‘Toen ik in 1998 solliciteerde bij de Universiteit Twente, had ik niet eerder een grote groep leiding gegeven. Aan de Universität Marburg rondde ik mijn habilitatie af, waarmee je in Duitsland bevoegd bent om hoogleraar te worden. Na een lange dag bladerde ik het vakblad Physics Today door, meer om een indruk van het nummer te krijgen dan om te lezen. Mijn oog viel op een advertentie van de voor mij onbekende Universiteit Twente, met een vacature voor een hoogleraar Multiphase Flow. Dat zijn belletjes in stroming. Daar had ik nooit aan gewerkt, maar wel aan één bel en daarnaast aan turbulentie. Vooruit, dacht ik, en deed mijn sollicitatie in een enveloppe. Tot mijn verbazing werd ik uitgenodigd voor een gesprek.’

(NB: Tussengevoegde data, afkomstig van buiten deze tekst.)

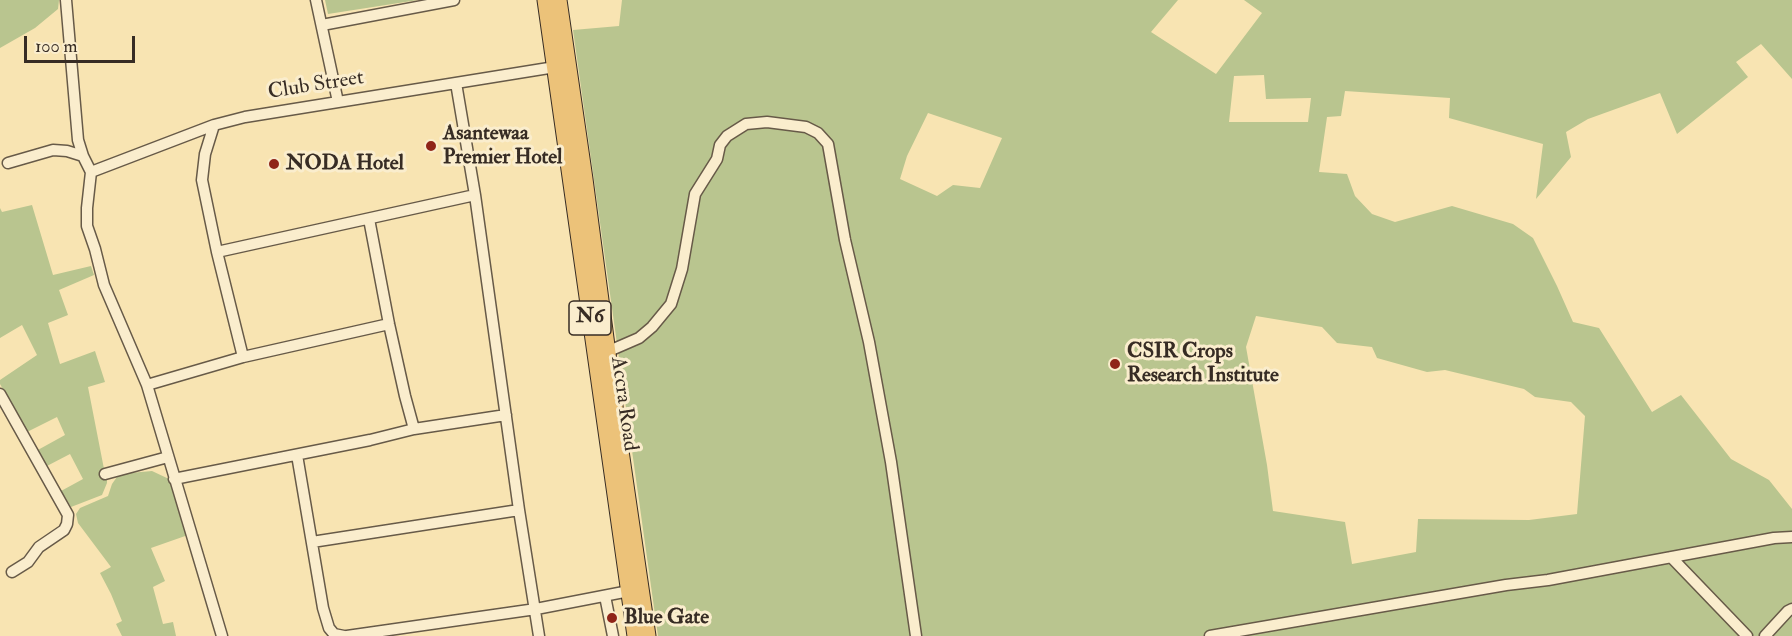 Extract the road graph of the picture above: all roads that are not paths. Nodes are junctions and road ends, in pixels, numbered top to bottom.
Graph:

‘Na dat gesprek bleek dat ik nogmaals geluk had. Ik hoorde jaren later dat er direct voor mij een kandidaat was, die een tegenovergesteld verhaal hield als ik. In de jaren ervoor had ik het probleem van sonoluminescentie opgelost: het verschijnsel dat een klein gasbelletje onder invloed van ultrasoon geluid licht kan uitzenden. Dat leverde me enige bekendheid op. Mijn theorie was bewezen, en blijkbaar vond het benoemingscomité dat indrukwekkend. De kandidaat voor mij had het over sonoluminescentie als “groot mysterie” en had daarmee een perfecte setting voor mij gecreëerd.’

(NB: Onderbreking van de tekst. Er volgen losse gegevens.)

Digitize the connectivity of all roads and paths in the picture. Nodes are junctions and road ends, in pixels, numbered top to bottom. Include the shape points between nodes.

‘De interesse in wetenschap en experiment ontstond al vroeg. Als kind in Hamburg bouwde ik in de kelder van ons huis een scheikundig laboratorium, waar ik experimenteerde met zwavelzuur, ammoniak en alle andere mogelijke stoffen. Prachtig vond ik dat, al zou ik met de kennis van nu jonge kinderen niet laten spelen met de stoffen die in onze kelder lagen. Ik wist toen al: in de natuurwetenschap ligt mijn interesse. Voor mijn vader was het vanzelfsprekend om mij die vrijheid te geven en mijn nieuwsgierigheid aan te wakkeren. Hij was een ingenieur en hoogleraar. Niet zozeer een onderzoeker, maar meer gericht op de toepassing en hij hield van lesgeven.’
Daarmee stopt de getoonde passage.